(Beginning of INPUT)

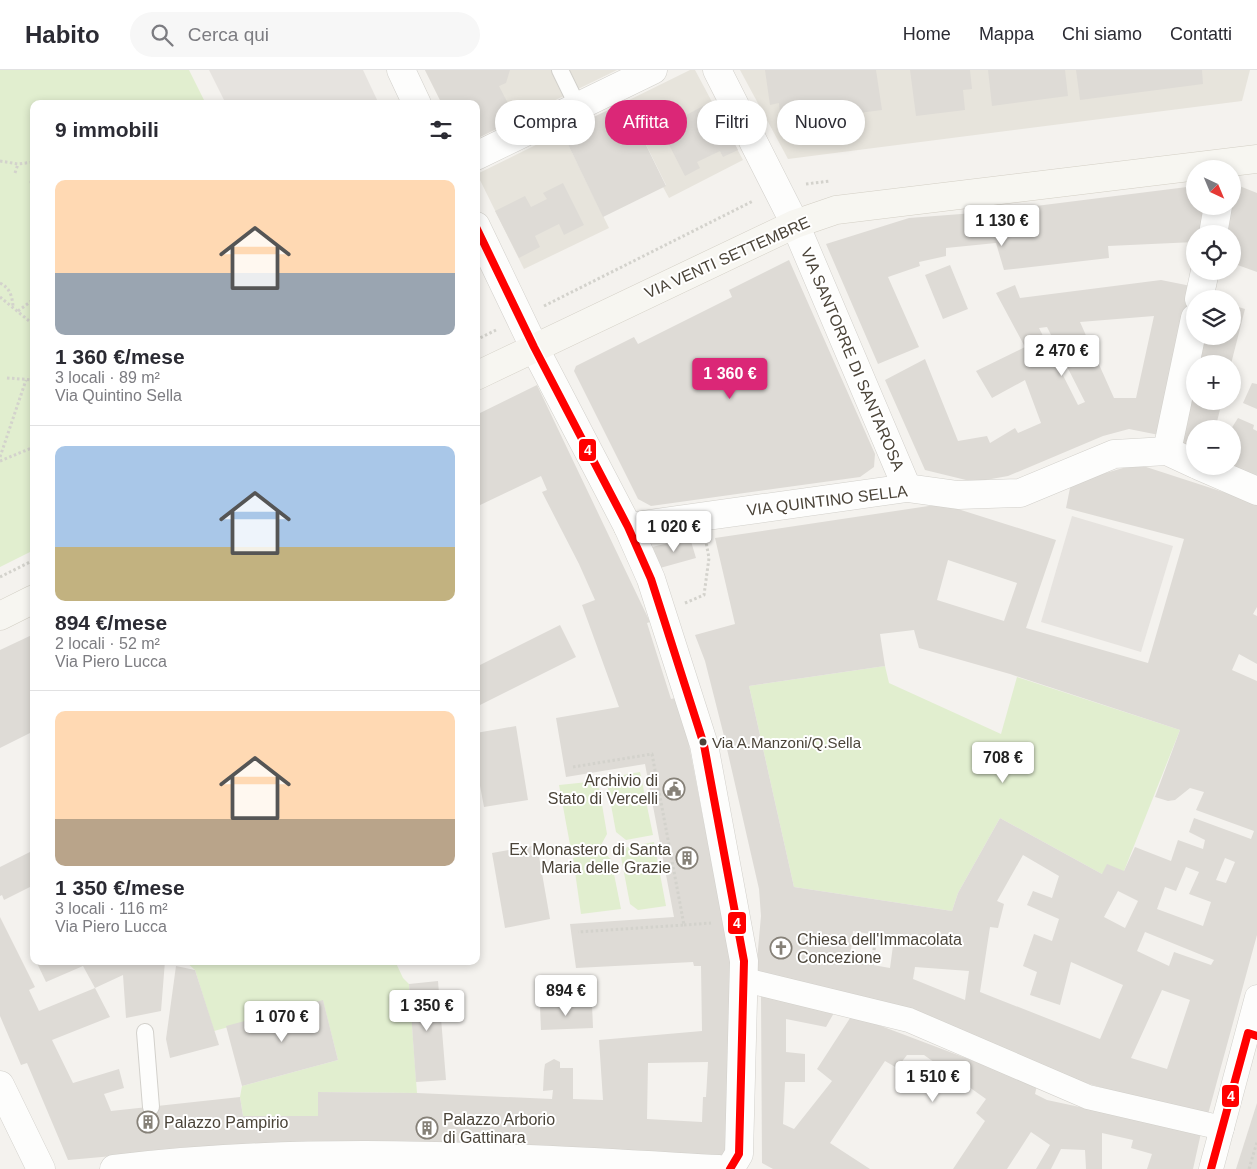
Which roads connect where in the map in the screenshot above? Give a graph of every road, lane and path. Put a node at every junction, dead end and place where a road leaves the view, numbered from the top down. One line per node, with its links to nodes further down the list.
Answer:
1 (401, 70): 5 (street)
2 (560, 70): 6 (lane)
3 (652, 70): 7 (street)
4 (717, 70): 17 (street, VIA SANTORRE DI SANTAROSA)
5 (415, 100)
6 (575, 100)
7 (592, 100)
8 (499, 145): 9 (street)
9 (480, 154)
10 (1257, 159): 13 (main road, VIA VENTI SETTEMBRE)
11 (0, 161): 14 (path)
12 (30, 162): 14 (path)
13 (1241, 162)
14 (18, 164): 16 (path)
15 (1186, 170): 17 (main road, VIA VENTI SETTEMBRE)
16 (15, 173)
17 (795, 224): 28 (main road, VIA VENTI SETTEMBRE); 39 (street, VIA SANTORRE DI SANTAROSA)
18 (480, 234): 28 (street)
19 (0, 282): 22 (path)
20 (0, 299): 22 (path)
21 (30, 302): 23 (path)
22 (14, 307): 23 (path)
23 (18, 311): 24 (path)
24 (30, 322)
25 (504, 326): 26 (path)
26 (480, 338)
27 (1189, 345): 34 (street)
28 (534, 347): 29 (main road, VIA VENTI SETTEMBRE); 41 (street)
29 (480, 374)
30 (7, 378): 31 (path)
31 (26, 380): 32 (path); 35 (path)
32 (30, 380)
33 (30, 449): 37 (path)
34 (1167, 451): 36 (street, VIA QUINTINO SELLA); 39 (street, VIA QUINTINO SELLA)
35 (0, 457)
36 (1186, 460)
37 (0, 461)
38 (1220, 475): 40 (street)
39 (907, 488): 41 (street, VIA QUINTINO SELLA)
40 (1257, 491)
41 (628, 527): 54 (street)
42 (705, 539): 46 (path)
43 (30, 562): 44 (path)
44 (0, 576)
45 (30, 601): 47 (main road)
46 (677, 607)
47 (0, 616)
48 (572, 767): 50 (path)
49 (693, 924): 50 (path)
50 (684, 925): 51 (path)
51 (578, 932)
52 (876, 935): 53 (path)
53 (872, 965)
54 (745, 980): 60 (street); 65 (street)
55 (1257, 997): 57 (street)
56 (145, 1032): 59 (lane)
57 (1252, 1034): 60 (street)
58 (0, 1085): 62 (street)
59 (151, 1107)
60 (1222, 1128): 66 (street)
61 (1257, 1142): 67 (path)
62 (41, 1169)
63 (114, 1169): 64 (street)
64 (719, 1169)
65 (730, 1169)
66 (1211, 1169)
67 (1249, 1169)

(End of INPUT)

WHAT YOU ARE ASKED TO DO:
Make a word-for-word copy of the entries, without any pictures.

WRITTEN SOLUTION:
Which roads connect where in the map in the screenshot above? Give a graph of every road, lane and path. Put a node at every junction, dead end and place where a road leaves the view, numbered from the top down. One line per node, with its links to nodes further down the list.
Answer:
1 (401, 70): 5 (street)
2 (560, 70): 6 (lane)
3 (652, 70): 7 (street)
4 (717, 70): 17 (street, VIA SANTORRE DI SANTAROSA)
5 (415, 100)
6 (575, 100)
7 (592, 100)
8 (499, 145): 9 (street)
9 (480, 154)
10 (1257, 159): 13 (main road, VIA VENTI SETTEMBRE)
11 (0, 161): 14 (path)
12 (30, 162): 14 (path)
13 (1241, 162)
14 (18, 164): 16 (path)
15 (1186, 170): 17 (main road, VIA VENTI SETTEMBRE)
16 (15, 173)
17 (795, 224): 28 (main road, VIA VENTI SETTEMBRE); 39 (street, VIA SANTORRE DI SANTAROSA)
18 (480, 234): 28 (street)
19 (0, 282): 22 (path)
20 (0, 299): 22 (path)
21 (30, 302): 23 (path)
22 (14, 307): 23 (path)
23 (18, 311): 24 (path)
24 (30, 322)
25 (504, 326): 26 (path)
26 (480, 338)
27 (1189, 345): 34 (street)
28 (534, 347): 29 (main road, VIA VENTI SETTEMBRE); 41 (street)
29 (480, 374)
30 (7, 378): 31 (path)
31 (26, 380): 32 (path); 35 (path)
32 (30, 380)
33 (30, 449): 37 (path)
34 (1167, 451): 36 (street, VIA QUINTINO SELLA); 39 (street, VIA QUINTINO SELLA)
35 (0, 457)
36 (1186, 460)
37 (0, 461)
38 (1220, 475): 40 (street)
39 (907, 488): 41 (street, VIA QUINTINO SELLA)
40 (1257, 491)
41 (628, 527): 54 (street)
42 (705, 539): 46 (path)
43 (30, 562): 44 (path)
44 (0, 576)
45 (30, 601): 47 (main road)
46 (677, 607)
47 (0, 616)
48 (572, 767): 50 (path)
49 (693, 924): 50 (path)
50 (684, 925): 51 (path)
51 (578, 932)
52 (876, 935): 53 (path)
53 (872, 965)
54 (745, 980): 60 (street); 65 (street)
55 (1257, 997): 57 (street)
56 (145, 1032): 59 (lane)
57 (1252, 1034): 60 (street)
58 (0, 1085): 62 (street)
59 (151, 1107)
60 (1222, 1128): 66 (street)
61 (1257, 1142): 67 (path)
62 (41, 1169)
63 (114, 1169): 64 (street)
64 (719, 1169)
65 (730, 1169)
66 (1211, 1169)
67 (1249, 1169)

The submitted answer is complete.